- [Task inputs]:
%%
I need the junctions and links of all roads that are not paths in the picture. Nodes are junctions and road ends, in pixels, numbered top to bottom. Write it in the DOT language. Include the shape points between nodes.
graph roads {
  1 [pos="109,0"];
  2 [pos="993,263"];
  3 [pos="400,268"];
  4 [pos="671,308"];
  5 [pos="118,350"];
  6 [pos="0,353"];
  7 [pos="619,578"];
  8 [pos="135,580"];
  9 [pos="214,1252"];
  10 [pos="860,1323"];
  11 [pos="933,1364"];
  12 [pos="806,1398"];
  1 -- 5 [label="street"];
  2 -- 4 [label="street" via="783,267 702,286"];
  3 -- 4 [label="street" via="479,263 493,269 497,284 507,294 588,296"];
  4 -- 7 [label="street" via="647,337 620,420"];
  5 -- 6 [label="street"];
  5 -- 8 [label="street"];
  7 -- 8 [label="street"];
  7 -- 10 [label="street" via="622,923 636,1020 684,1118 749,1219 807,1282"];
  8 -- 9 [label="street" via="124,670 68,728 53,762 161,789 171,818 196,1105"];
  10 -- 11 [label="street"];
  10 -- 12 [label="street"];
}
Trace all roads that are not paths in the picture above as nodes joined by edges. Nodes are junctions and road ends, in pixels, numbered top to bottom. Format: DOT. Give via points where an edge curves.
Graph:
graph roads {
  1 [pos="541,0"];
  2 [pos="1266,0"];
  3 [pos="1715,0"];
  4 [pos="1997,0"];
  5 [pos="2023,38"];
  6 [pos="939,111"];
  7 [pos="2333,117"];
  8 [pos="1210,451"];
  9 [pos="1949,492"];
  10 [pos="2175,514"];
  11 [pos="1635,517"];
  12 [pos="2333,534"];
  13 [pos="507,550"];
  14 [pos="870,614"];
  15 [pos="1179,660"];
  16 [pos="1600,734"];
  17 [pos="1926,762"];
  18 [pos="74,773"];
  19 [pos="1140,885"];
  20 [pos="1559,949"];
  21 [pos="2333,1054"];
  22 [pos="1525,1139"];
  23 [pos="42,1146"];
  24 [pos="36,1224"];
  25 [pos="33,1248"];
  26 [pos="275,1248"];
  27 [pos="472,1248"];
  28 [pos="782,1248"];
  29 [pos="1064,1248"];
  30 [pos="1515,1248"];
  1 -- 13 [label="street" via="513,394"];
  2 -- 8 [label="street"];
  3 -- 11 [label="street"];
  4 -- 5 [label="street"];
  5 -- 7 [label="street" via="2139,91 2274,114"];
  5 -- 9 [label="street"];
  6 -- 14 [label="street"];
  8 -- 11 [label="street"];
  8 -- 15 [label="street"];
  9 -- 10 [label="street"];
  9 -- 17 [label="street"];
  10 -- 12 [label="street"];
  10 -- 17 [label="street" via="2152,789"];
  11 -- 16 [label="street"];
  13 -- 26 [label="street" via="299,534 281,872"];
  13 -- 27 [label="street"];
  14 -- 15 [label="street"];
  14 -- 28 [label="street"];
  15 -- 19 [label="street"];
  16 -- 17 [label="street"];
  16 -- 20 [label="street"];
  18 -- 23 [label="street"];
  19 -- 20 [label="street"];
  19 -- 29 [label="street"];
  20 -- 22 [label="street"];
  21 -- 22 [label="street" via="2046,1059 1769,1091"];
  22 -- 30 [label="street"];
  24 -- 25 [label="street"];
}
%%
What should be returned is the run of lines from the first line of the material through the line containing "Trace all roads", exact and inclusive, and nothing else.

- [Solution for this exercise]:
I need the junctions and links of all roads that are not paths in the picture. Nodes are junctions and road ends, in pixels, numbered top to bottom. Write it in the DOT language. Include the shape points between nodes.
graph roads {
  1 [pos="109,0"];
  2 [pos="993,263"];
  3 [pos="400,268"];
  4 [pos="671,308"];
  5 [pos="118,350"];
  6 [pos="0,353"];
  7 [pos="619,578"];
  8 [pos="135,580"];
  9 [pos="214,1252"];
  10 [pos="860,1323"];
  11 [pos="933,1364"];
  12 [pos="806,1398"];
  1 -- 5 [label="street"];
  2 -- 4 [label="street" via="783,267 702,286"];
  3 -- 4 [label="street" via="479,263 493,269 497,284 507,294 588,296"];
  4 -- 7 [label="street" via="647,337 620,420"];
  5 -- 6 [label="street"];
  5 -- 8 [label="street"];
  7 -- 8 [label="street"];
  7 -- 10 [label="street" via="622,923 636,1020 684,1118 749,1219 807,1282"];
  8 -- 9 [label="street" via="124,670 68,728 53,762 161,789 171,818 196,1105"];
  10 -- 11 [label="street"];
  10 -- 12 [label="street"];
}
Trace all roads that are not paths in the picture above as nodes joined by edges. Nodes are junctions and road ends, in pixels, numbered top to bottom. Format: DOT. Give via points where an edge curves.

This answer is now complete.